Yes it will however at a cost of fps - this was a tough decision but the extra 5 fps was worth it
Here is a test running at its highest resolution and default image settings (ignore the initial i frame breakup)... oh and this is a much higher bit-rate which I had to reduce to obtain reasonable storage management:
60Hz gets you to 30fps btw. Also, and personal preference, I usually get rid of that default smoothing feature. When you went under 1/150sec was the ball tracking not ideal? 60 I can imagine not being good, but was 120 also unusable?
Using the 60Hz made the lights round the side of the room cycle in and out, I guess they are LED so unfortunately stuck with 50hz.
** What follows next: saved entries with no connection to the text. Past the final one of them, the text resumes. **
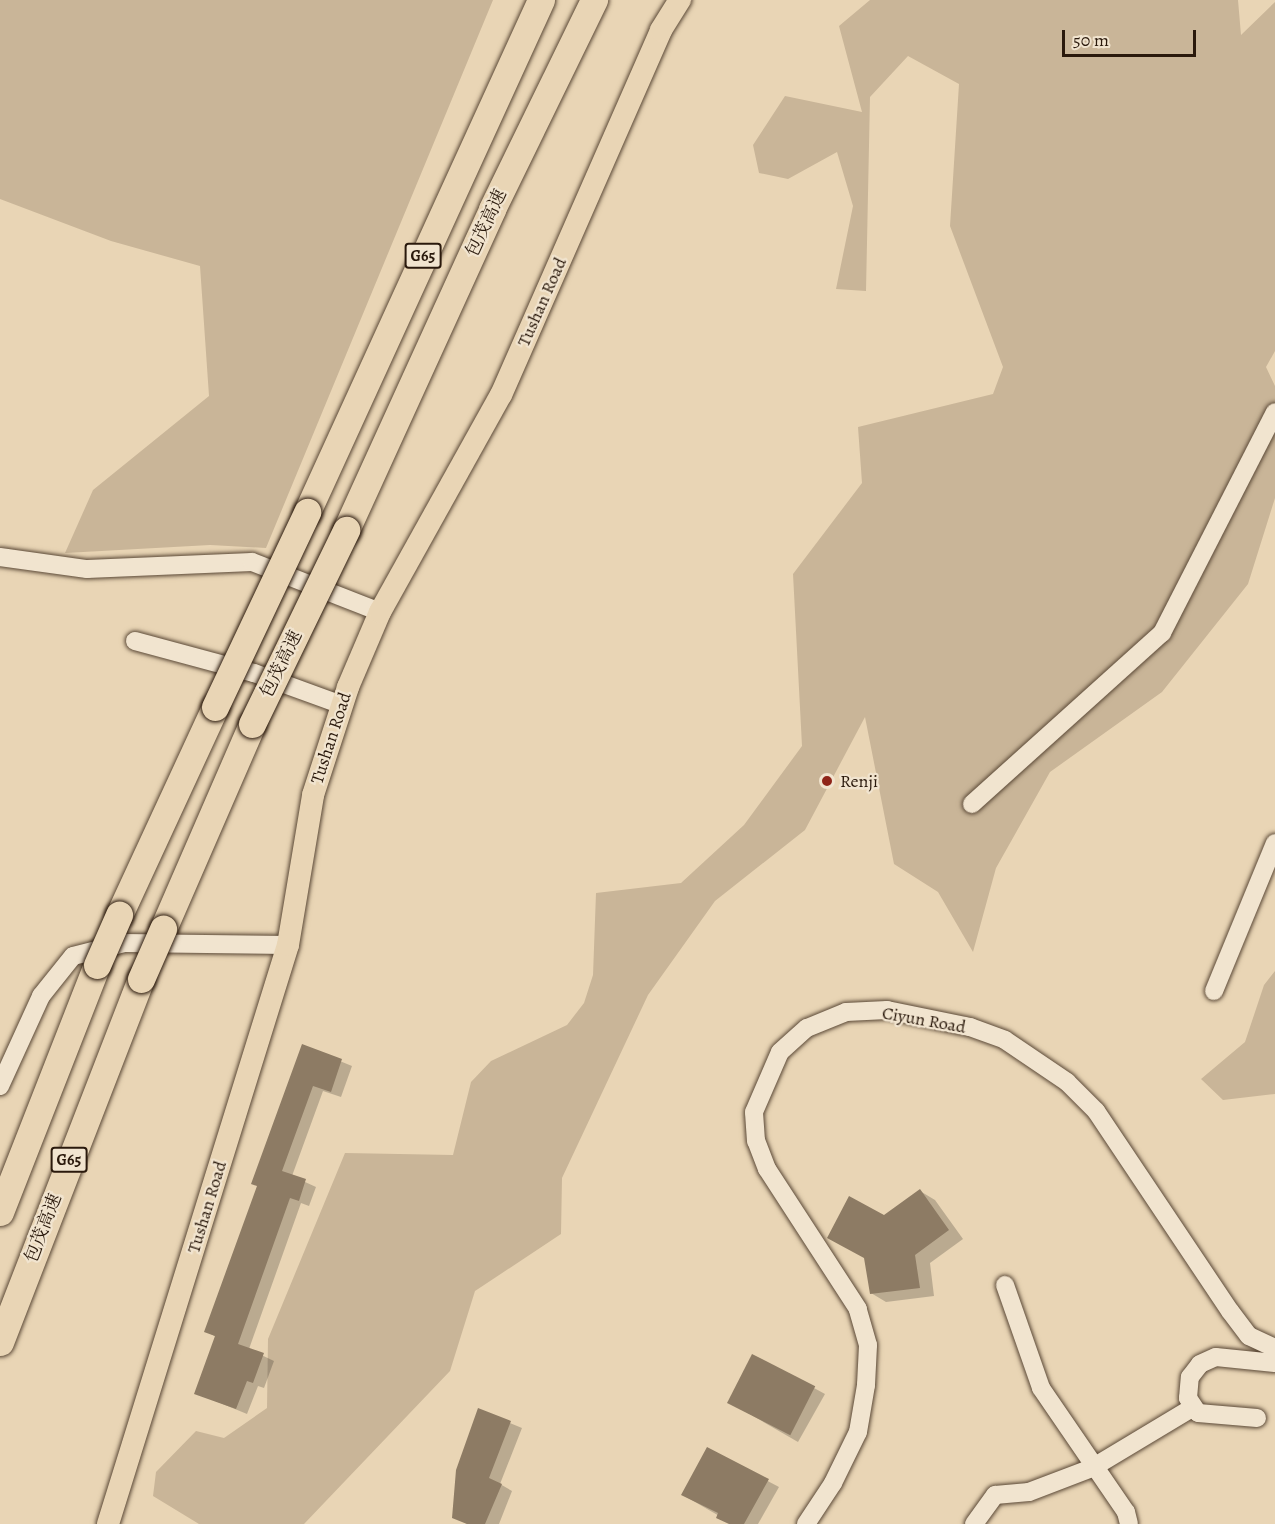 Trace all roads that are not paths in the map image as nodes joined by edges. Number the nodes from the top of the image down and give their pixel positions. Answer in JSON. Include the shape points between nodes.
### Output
{"nodes":[{"id":1,"x":539,"y":0,"type":"edge"},
{"id":2,"x":594,"y":0,"type":"edge"},
{"id":3,"x":604,"y":0,"type":"edge"},
{"id":4,"x":680,"y":0,"type":"edge"},
{"id":5,"x":527,"y":137,"type":"junction"},
{"id":6,"x":1275,"y":412,"type":"edge"},
{"id":7,"x":0,"y":557,"type":"edge"},
{"id":8,"x":380,"y":612,"type":"junction"},
{"id":9,"x":135,"y":641,"type":"dead end"},
{"id":10,"x":342,"y":705,"type":"junction"},
{"id":11,"x":972,"y":804,"type":"dead end"},
{"id":12,"x":1275,"y":843,"type":"edge"},
{"id":13,"x":288,"y":945,"type":"junction"},
{"id":14,"x":1214,"y":990,"type":"dead end"},
{"id":15,"x":0,"y":1086,"type":"edge"},
{"id":16,"x":0,"y":1212,"type":"edge"},
{"id":17,"x":1005,"y":1285,"type":"dead end"},
{"id":18,"x":0,"y":1342,"type":"edge"},
{"id":19,"x":1275,"y":1348,"type":"edge"},
{"id":20,"x":1275,"y":1363,"type":"edge"},
{"id":21,"x":1192,"y":1408,"type":"junction"},
{"id":22,"x":1257,"y":1418,"type":"dead end"},
{"id":23,"x":1092,"y":1468,"type":"junction"},
{"id":24,"x":108,"y":1524,"type":"edge"},
{"id":25,"x":806,"y":1524,"type":"edge"},
{"id":26,"x":974,"y":1524,"type":"edge"},
{"id":27,"x":1129,"y":1524,"type":"edge"}],
"edges":[{"from":1,"to":16,"type":"highway","number":"G65","bridge":true,"via":[[119,915]]},
{"from":2,"to":5,"type":"highway","name":"包茂高速","number":"G65"},
{"from":3,"to":5,"type":"highway"},
{"from":4,"to":8,"type":"main road","name":"Tushan Road","via":[[662,30],[501,395]]},
{"from":5,"to":18,"type":"highway","name":"包茂高速","number":"G65","bridge":true,"via":[[252,724],[141,979]]},
{"from":6,"to":11,"type":"street","via":[[1162,633]]},
{"from":7,"to":8,"type":"street","via":[[87,569],[252,562]]},
{"from":8,"to":10,"type":"main road","name":"Tushan Road"},
{"from":9,"to":10,"type":"street","via":[[254,673]]},
{"from":10,"to":13,"type":"main road","name":"Tushan Road","via":[[313,795]]},
{"from":12,"to":14,"type":"street"},
{"from":13,"to":15,"type":"street","via":[[124,943],[73,956],[41,996]]},
{"from":13,"to":24,"type":"main road","name":"Tushan Road"},
{"from":17,"to":23,"type":"street","via":[[1041,1388]]},
{"from":19,"to":25,"type":"street","name":"Ciyun Road","via":[[1250,1336],[1230,1311],[1096,1111],[1067,1082],[1005,1040],[970,1027],[887,1010],[846,1012],[807,1028],[780,1052],[754,1112],[756,1141],[766,1169],[858,1309],[868,1345],[858,1432],[833,1483]]},
{"from":20,"to":21,"type":"street","via":[[1216,1357],[1200,1364],[1188,1387]]},
{"from":21,"to":22,"type":"street","via":[[1198,1413],[1233,1419]]},
{"from":21,"to":23,"type":"street"},
{"from":23,"to":26,"type":"street","via":[[1029,1492],[995,1495]]},
{"from":23,"to":27,"type":"street","via":[[1126,1512]]}]}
Interestingly the 1/100 time tracks ok, I simply went with the fastest exposure possible with the given light, I think tomorrow I will run a check without the SVC at 1/100
Shame about the LED lights though - here you can see the issue:
I do have that issue from time to time in my garage which is lit by LED. The headlights in my car are LED based and freak out as well depending on what speeds the cameras hit during the day. The faster the shutter speed (very sunny day), the more flicker occurs.
you should see the led tail lights on my LPR camera running at 1/500 or 1/1000 at night, looks like police strobes heh.. there is a newer caddy in the neighborhood that has a high speed nightrider effect.
AS a personal preference i like the higher resolution, better view around the table and just a cleaner image, just a shame about the ghosting on the balls, maybe lowering gain and DNR would help, as for saving storage space, can you not set up events ??
I will have another shot at setting the higher resolution as i agree with you there. I have set up a schedule for recording hours but event recording I have avoided as concerned I may miss bits
Oh I have turned off svc and set 1/100 exposure time which is an improvement thanks
I did not know that thanks.. - Ok i had a strange issue with the playback stuttering after changing the resolution so I defaulted everything and the issue went away. Now @hicky what do you think to this setting? its all default except for the saturation, gain and dnr levels down
On the clip the saturation looks like it still needs to drop some more and the fps need to go up
It just looks too colorful, it might help loose that glow the red balls show on there top edges
The resolution is better but playback just lacks that fluidity running at 20fps
Trouble with putting the results here on the forum is that we are not the intended audience so therefore are not sure what is expected ?? it might be you have to compromise due to technical limitations
Youtube will also re encode your outputs in different ways on different days, sometimes youtube makes a good job other times its re encoding is poor
obviously the best you want is max res max fps with lowered saturation and dns but that might be too much for the bandwidth you are using to upload and or stream with
Just wandering if the white balance settings will help, there are some pre configured presets but also manual adjustment is possible
I don't mind the landscape mode used over corridor mode. It doesn't focus as much on the table but watching the players at the sides of the table is also nice. I'd also echo the preference for higher FPS and a bit lower saturation.
I'd love to be able to try other locations for this job but unfortunately this is where the owner wants it. If I was able to have my say then I would have mounted something along the lines of a go-pro at a lower angle which is what was used here:
Here is another angle of the venue where the Hikvision is mounted from ahem an "analogue" camera:
Initially this was going to be an Axis camera which has the ability to stream direct to youtube as requested so cat5 was installed ready, then the owner decided it would be better to have the footage saved then uploaded after the event (sigh). So the Minidome at this point made sense.
There is one thing however - being this camera is not really designed for fps but more for the snapshot quality I have run into a bandwidth issue with the SD card as you can see from the playback line below
The playback had missing bits and was very glitchy
It took a while to pin point the issue but it seems the only way to get a smooth recording to the sd card is to reduce the bit rate down to 4096 on both cameras (one above the pool table as well). It was a little strange as the first few days were fine but the problem is now consistent even with another mini dome here on my desk - Note: recording to a smb share works fine on all resolutions and at the highest bit-rate, just not on the sd cards.
So great camera, great results - do watch out when using for high fps applications recording straight to sd.